BEGIN

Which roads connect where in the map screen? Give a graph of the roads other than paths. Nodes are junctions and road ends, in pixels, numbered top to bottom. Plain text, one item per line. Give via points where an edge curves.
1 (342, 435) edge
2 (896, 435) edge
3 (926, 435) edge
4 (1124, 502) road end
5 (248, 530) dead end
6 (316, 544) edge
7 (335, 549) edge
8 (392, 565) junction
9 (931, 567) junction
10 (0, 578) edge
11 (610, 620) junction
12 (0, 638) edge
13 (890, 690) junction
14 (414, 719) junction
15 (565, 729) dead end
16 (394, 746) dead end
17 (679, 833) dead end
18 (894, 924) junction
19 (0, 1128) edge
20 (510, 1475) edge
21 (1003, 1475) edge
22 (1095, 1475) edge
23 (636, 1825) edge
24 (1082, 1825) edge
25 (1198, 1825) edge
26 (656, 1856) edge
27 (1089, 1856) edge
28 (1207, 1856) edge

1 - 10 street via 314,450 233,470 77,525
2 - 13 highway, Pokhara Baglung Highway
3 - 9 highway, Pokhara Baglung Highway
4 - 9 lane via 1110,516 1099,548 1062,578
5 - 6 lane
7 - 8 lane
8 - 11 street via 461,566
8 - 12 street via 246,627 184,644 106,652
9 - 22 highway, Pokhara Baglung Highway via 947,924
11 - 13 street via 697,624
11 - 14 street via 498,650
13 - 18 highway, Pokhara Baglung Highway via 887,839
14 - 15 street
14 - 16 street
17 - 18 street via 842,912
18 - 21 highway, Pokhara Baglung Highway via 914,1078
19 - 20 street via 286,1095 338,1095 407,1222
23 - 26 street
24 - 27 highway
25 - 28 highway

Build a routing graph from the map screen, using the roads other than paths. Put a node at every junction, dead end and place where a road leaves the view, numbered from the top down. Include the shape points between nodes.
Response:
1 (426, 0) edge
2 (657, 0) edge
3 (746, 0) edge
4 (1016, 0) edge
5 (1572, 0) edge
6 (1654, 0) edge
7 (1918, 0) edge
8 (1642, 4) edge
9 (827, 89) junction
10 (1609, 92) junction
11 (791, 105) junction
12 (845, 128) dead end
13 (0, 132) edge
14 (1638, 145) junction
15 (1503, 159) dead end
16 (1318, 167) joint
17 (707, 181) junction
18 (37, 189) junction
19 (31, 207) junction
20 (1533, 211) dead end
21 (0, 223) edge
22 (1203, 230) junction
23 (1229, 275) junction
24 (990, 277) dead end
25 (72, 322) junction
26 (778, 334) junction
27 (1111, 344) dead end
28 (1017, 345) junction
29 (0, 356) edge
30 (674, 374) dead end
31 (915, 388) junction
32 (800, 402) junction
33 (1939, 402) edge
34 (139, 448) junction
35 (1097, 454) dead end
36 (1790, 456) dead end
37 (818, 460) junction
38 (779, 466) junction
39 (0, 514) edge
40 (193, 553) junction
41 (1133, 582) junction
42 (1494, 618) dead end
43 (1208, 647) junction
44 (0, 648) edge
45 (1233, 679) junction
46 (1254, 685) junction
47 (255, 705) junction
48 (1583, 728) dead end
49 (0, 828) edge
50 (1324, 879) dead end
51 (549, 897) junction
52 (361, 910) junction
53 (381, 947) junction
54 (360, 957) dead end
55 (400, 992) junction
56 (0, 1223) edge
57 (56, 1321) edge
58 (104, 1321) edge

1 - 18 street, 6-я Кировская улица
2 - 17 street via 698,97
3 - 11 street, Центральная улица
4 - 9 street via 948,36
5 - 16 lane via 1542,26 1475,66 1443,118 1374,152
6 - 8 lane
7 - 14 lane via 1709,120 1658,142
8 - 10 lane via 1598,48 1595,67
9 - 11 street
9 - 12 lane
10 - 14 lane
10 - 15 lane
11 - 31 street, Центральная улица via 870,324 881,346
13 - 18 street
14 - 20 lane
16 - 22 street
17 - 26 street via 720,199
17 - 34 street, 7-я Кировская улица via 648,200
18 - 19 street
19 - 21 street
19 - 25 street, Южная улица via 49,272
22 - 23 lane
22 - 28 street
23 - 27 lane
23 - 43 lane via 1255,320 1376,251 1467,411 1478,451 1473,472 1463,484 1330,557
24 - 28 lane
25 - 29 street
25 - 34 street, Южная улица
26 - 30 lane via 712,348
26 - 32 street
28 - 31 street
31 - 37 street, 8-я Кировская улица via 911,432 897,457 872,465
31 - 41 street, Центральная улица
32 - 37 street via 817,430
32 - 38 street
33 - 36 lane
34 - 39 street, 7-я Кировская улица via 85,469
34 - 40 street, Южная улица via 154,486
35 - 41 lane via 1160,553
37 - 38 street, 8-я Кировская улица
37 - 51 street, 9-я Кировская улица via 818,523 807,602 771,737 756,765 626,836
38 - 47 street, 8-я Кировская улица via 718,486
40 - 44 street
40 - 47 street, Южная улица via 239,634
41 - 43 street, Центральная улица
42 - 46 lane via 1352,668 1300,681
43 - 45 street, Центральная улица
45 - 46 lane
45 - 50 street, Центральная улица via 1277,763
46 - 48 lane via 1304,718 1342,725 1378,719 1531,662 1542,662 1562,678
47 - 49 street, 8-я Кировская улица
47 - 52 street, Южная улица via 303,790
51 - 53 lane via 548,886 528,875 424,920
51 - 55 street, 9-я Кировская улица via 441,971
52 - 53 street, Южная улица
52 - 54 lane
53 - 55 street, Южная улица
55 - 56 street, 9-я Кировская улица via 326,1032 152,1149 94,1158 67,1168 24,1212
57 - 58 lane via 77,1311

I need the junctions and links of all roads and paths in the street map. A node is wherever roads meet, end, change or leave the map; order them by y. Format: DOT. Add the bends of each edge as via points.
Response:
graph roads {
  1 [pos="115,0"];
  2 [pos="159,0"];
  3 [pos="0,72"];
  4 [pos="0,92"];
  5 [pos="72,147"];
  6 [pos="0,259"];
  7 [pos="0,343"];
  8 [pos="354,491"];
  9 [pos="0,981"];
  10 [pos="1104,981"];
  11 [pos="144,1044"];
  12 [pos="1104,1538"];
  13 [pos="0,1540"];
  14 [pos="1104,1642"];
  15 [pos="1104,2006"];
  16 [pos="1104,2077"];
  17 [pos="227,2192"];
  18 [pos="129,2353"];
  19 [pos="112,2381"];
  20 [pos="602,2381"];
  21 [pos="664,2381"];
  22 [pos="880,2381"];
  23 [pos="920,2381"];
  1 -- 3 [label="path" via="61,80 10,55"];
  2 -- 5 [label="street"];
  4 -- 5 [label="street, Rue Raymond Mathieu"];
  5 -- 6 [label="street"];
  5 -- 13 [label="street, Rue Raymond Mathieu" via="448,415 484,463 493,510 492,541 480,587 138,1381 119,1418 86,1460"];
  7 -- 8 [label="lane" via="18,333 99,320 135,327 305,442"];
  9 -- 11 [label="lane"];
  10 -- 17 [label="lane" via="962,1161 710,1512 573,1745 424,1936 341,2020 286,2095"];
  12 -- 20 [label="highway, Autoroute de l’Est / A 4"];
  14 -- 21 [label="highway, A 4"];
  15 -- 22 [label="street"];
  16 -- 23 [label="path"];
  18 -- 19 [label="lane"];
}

END

Scan the records for lines that hold "junctions", and reproduce each one you find.

Which roads connect where in the map screen? Give a graph of the roads other than paths. Nodes are junctions and road ends, in pixels, numbered top to bottom. Plain text, one item per line. Give via points where an edge curves.
I need the junctions and links of all roads and paths in the street map. A node is wherever roads meet, end, change or leave the map; order them by y. Format: DOT. Add the bends of each edge as via points.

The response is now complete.